Odd Ivar Lindland has used simple set theory to create a basis to discuss quality of conceptual models. Highly recommended if you want to think more formally on the quality of your models.

Monique Snoeck and Guido Dedene have used algebra and formal concept analysis to create a method for conceptual information modeling, finite state machines and their consistency. A good introduction is the article ‘Existence Dependency: The key to semantic integrity between structural and behavioral aspects of object types‘.

This is just a grab in the formalization of Enterprise Architecture. There are many more examples!

The Mathematics of IT Simplification

Recently I came across a whitepaper from Roger Sessions titled ‘The Mathematics of IT Simplification’. In this white paper the author describes a formal method to partition a system so that it is an optimal partition. He offers a mathematical foundation to support his method. It’s really interesting and I would encourage anyone to have a look.

The whitepaper suffers from a serious defect though. It makes a few assumptions, some expliciet and some implicit, that are crucial to the conclusions. But some of those assumptions are not as safe or obvious after some scrutiny.
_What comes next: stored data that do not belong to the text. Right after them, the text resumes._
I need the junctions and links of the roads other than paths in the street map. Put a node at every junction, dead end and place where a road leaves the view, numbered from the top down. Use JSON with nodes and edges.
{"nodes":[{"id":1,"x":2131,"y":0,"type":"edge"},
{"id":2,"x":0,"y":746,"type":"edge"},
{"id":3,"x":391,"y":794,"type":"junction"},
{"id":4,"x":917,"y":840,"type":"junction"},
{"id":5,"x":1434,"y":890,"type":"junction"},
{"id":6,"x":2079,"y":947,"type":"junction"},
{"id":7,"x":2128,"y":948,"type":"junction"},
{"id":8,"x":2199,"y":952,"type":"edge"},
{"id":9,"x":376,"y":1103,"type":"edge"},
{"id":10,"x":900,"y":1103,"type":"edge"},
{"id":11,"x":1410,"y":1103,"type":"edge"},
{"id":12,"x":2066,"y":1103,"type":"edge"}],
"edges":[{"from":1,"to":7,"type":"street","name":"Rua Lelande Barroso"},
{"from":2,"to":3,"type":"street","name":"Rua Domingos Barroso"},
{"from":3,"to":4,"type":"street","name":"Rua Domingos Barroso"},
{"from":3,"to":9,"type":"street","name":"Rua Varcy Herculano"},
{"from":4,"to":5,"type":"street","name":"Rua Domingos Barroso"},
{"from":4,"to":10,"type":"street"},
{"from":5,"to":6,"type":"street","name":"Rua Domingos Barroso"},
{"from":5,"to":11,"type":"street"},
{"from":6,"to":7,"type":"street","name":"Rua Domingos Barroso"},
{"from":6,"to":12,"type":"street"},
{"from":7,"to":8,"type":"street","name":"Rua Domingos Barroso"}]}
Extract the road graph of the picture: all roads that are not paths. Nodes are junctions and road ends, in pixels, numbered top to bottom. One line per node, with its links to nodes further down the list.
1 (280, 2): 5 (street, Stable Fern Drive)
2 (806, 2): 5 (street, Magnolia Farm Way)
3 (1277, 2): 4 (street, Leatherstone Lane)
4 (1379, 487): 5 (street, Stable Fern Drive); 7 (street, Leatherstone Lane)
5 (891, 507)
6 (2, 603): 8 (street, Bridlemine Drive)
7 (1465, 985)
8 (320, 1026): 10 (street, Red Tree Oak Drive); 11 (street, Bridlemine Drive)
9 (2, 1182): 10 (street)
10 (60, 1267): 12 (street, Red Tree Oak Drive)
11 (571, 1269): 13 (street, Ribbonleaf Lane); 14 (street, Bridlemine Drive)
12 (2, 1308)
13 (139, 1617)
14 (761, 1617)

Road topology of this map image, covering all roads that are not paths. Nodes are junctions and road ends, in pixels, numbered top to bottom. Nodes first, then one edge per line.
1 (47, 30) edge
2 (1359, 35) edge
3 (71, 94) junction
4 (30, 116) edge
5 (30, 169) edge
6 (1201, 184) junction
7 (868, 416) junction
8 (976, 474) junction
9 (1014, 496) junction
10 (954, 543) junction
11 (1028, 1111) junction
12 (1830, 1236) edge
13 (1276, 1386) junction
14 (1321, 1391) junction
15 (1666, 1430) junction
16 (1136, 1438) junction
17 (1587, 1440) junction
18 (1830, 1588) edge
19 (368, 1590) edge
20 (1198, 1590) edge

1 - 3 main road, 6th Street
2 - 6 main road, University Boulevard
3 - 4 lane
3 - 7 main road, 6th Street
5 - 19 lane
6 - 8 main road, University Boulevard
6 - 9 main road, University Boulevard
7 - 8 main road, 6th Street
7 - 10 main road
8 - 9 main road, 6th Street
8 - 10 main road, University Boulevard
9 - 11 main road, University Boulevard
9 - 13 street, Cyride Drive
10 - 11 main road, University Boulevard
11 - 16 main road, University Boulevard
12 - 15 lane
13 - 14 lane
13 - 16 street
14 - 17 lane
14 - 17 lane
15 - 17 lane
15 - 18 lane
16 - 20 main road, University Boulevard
  1. Only two types of complexity are considered: functional and coordination}. The author states that only these two aspects of complexity exist or are relevant. It is also stated that aspects are also independent of each other. There are no references to existing research that supports this assumption nor is there any attempt being in the article itself to justify the assumption.
  2. The Glass constant. The author needs a way to quantify the increase of complexity when adding new functionality. He uses a statement made by Robert Glass. But how true or applicable is that statement? Even the author himself states Glass may or may not be right about these exact numbers, but they seem a reasonable assumption.
  3. Coordination complexity is like functional complexity. This is probably the most troublesome assumptions. The author builds up a (non scientifically) case for the mathematics for functional complexity. He fails to do this for coordination complexity and simply states that the same mathematics will probably apply.
  4. A final assumption, even though not explicitely made in the article but nevertheless present, is that adding a new function does not affect complexity of existing functions. I can imagine adding functions that actually lower complexity of existing functions. The article in fact is only valid for completely independent functions, which makes it not usuable with decomposition or dependent functions. But those are in fact the most common circumstances for doing complexity analysis to justify partitions

Nowhere in the article is there any scientific proof that these assumptions are ‘probably’ true. Arguments in favor of the assumptions are either leaning towards it is worst case so it can only get more precise or the assumptions feels right, doesn’t it. Neither of these are accepted in the scientific world. Scientists know how dangereous it is to base conclusions on assumptions that are not founded in research, be it empirical or theoretical.

Research to quantify complexity, even if just for comparison, is valuable. Therefore I applaud this effort but I would encourage the author to go forward with it:

  1. conduct empirical research to gather data that supports the assumptions made;
  2. find similar research that either supports or rebutes your assumptions and conclusions;
  3. and finally the most important, apply for publication in an A-level publication to get quality peer review.

All of the examples I gave in the introduction did these steps. Their conclusions are supported by empirical research, they stand on the shoulders of prior research and their work has been peer reviewed and published in A-level journals. That is the kind of scientific foundation Enterprise Architecture needs.